Vascular Endothelial Cells (EC) plasticity is key to homeostasis and its disruption is a hallmark of diseases such as cancer, atherosclerosis, and diabetes. The EC lineage has evolved to address in parallel sensor and actuator functions. This ability is reflected in remarkable phenotypical heterogeneity of EC across different tissues, within the same tissue, and within the same vascular bed as demonstrated by single cell image analysis and transcriptomics studies. However, how the molecular signalling dynamics in EC could generate and maintain such heterogeneity in different contexts is still largely unexplored. Recently we reported that confluent EC have spatially heterogeneous NOTCH signalling pathway (NSP) levels in vitro as confirmed from analysis of available OMICS databases.
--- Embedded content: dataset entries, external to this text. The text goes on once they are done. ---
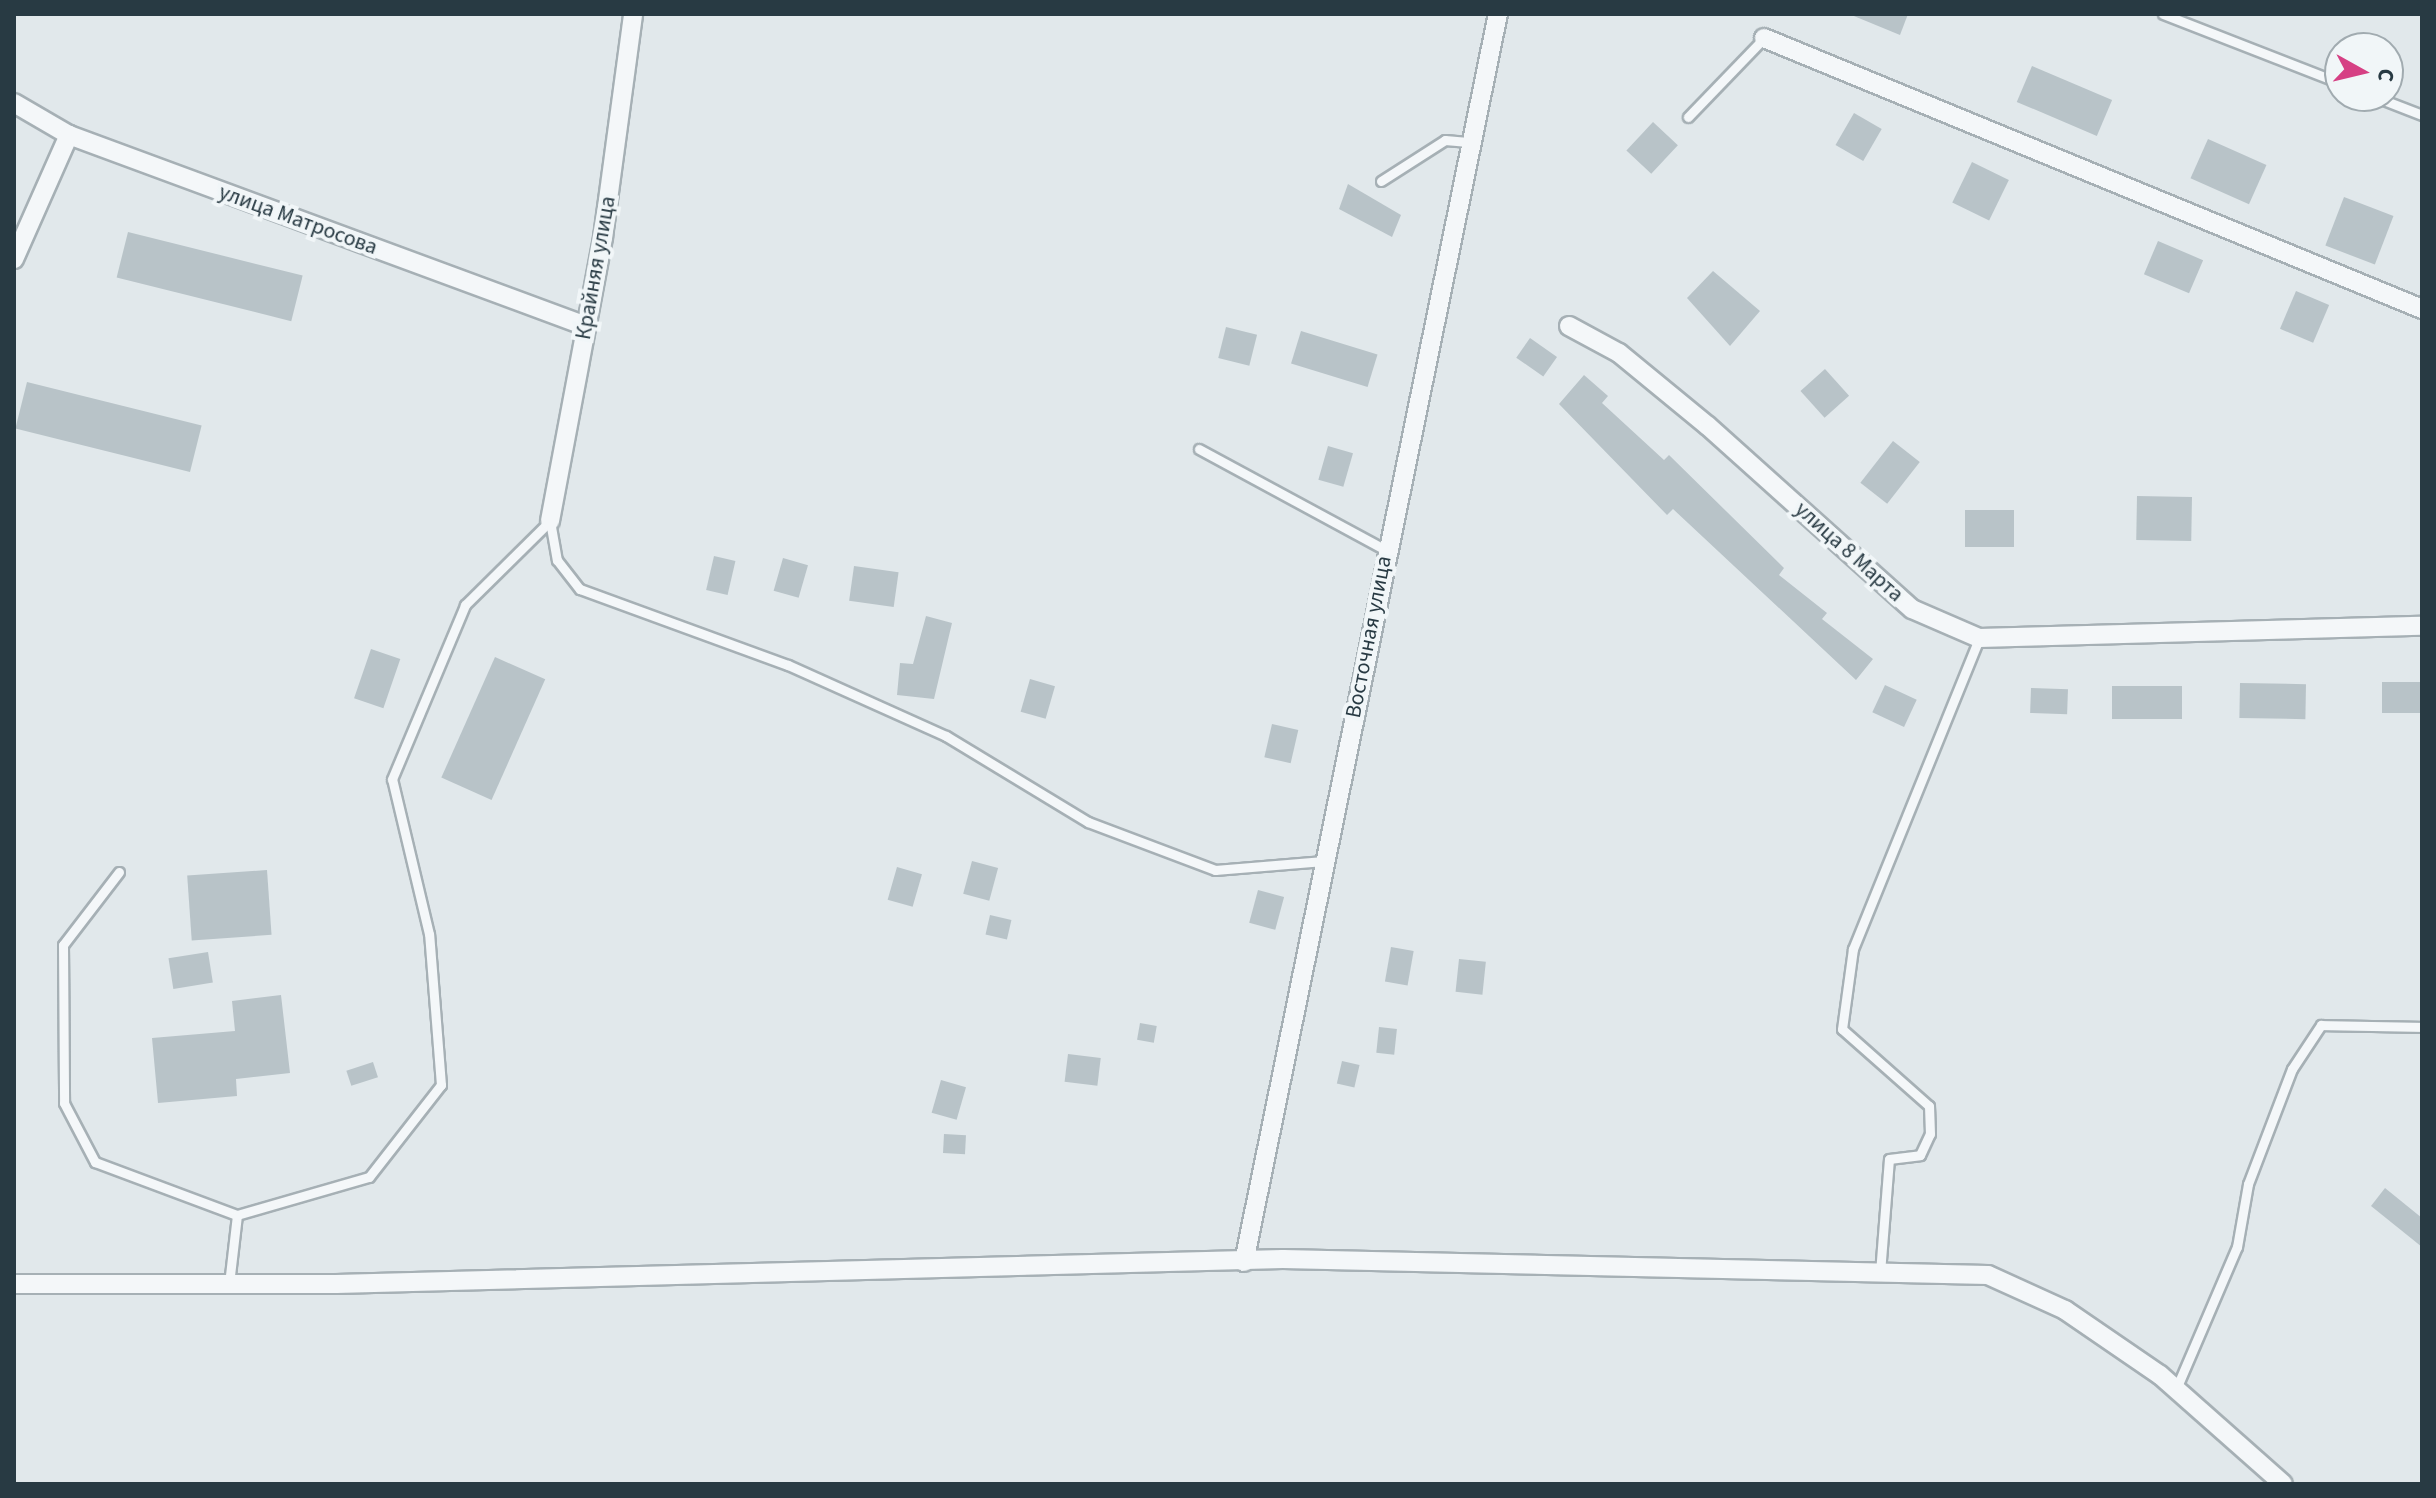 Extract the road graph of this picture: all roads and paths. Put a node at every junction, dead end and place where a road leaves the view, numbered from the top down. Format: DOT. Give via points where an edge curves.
graph roads {
  1 [pos="633,14"];
  2 [pos="1498,14"];
  3 [pos="2163,14"];
  4 [pos="1764,38"];
  5 [pos="2324,77"];
  6 [pos="14,103"];
  7 [pos="1688,117"];
  8 [pos="69,135"];
  9 [pos="1468,142"];
  10 [pos="1381,181"];
  11 [pos="18,238"];
  12 [pos="14,259"];
  13 [pos="2422,309"];
  14 [pos="586,326"];
  15 [pos="1569,326"];
  16 [pos="1199,449"];
  17 [pos="550,521"];
  18 [pos="1386,550"];
  19 [pos="2422,626"];
  20 [pos="1979,638"];
  21 [pos="1324,861"];
  22 [pos="119,872"];
  23 [pos="2422,1027"];
  24 [pos="237,1215"];
  25 [pos="1244,1262"];
  26 [pos="1880,1273"];
  27 [pos="14,1284"];
  28 [pos="229,1284"];
  29 [pos="2176,1389"];
  30 [pos="2283,1484"];
  1 -- 14 [label="street, Крайняя улица"];
  2 -- 9 [label="street, Восточная улица"];
  3 -- 5 [label="lane"];
  4 -- 7 [label="lane"];
  4 -- 13 [label="street"];
  6 -- 8 [label="street, улица Матросова"];
  8 -- 11 [label="street"];
  8 -- 14 [label="street, улица Матросова"];
  9 -- 10 [label="lane" via="1445,140"];
  9 -- 18 [label="street, Восточная улица"];
  11 -- 12 [label="street"];
  14 -- 17 [label="street, Крайняя улица"];
  15 -- 20 [label="street, улица 8 Марта" via="1619,353 1708,426 1912,609"];
  16 -- 18 [label="lane"];
  17 -- 21 [label="lane" via="557,560 580,589 788,665 946,736 1088,822 1215,870"];
  17 -- 24 [label="lane" via="465,605 392,779 429,934 441,1085 369,1177"];
  18 -- 21 [label="street, Восточная улица"];
  19 -- 20 [label="street, улица 8 Марта"];
  20 -- 26 [label="lane" via="1853,949 1842,1029 1929,1106 1930,1134 1920,1155 1889,1159"];
  21 -- 25 [label="street, Восточная улица"];
  22 -- 24 [label="lane" via="63,945 64,1103 95,1162"];
  23 -- 29 [label="lane" via="2321,1025 2292,1069 2248,1184 2237,1247"];
  24 -- 28 [label="lane"];
  25 -- 26 [label="street"];
  25 -- 28 [label="street"];
  26 -- 29 [label="street" via="1988,1275 2065,1310"];
  27 -- 28 [label="street"];
  29 -- 30 [label="street"];
} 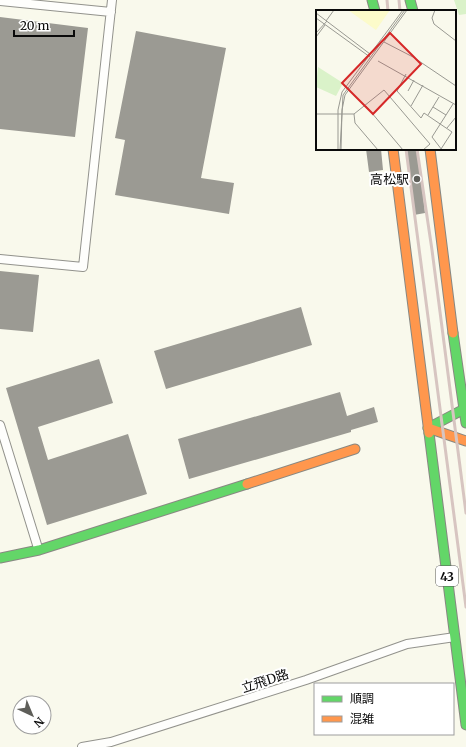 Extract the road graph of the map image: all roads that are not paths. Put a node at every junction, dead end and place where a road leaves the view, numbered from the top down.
1 (112, 0) edge
2 (372, 0) edge
3 (410, 0) edge
4 (0, 1) edge
5 (375, 10) edge
6 (413, 10) edge
7 (111, 12) junction
8 (393, 150) edge
9 (430, 150) edge
10 (0, 259) edge
11 (465, 408) edge
12 (466, 423) edge
13 (0, 425) edge
14 (428, 428) junction
15 (466, 441) edge
16 (355, 449) dead end
17 (39, 550) junction
18 (0, 558) edge
19 (455, 636) junction
20 (466, 725) edge
21 (82, 747) edge

1 - 7 lane
2 - 5 main road
3 - 6 main road
4 - 7 lane
7 - 10 lane
8 - 14 main road, 43
9 - 11 main road
11 - 12 main road
11 - 14 main road
13 - 17 lane
14 - 15 main road
14 - 19 main road, 43
16 - 17 main road
17 - 18 main road
19 - 20 main road, 43
19 - 21 lane, 立飛D路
Here, we show that spatial heterogeneity of NSP levels is a feature of aortic murine endothelia in vivo and recapitulated by human EC in culture despite absence of signalling from mural cells. We study lateral induction and inhibition, cis-interactions and signalling, and target genes autoregulation in NSP. Using mathematical models and experimental observations we report that NSP dynamics can generate stable, periodic, and asynchronous oscillations of the NSP target HES1. Importantly, we observe that cell contact dependent NSP signal oscillations is the most likely parsimonious mechanistic hypothesis justifying observed spatial heterogeneity in endothelia. We propose that NSP is sufficient to enable individual EC in monolayers to acquire different phenotypes dynamically explaining robustness of quiescent endothelia in performing parallel functions. ### Competing Interest Statement The authors have declared no competing interest.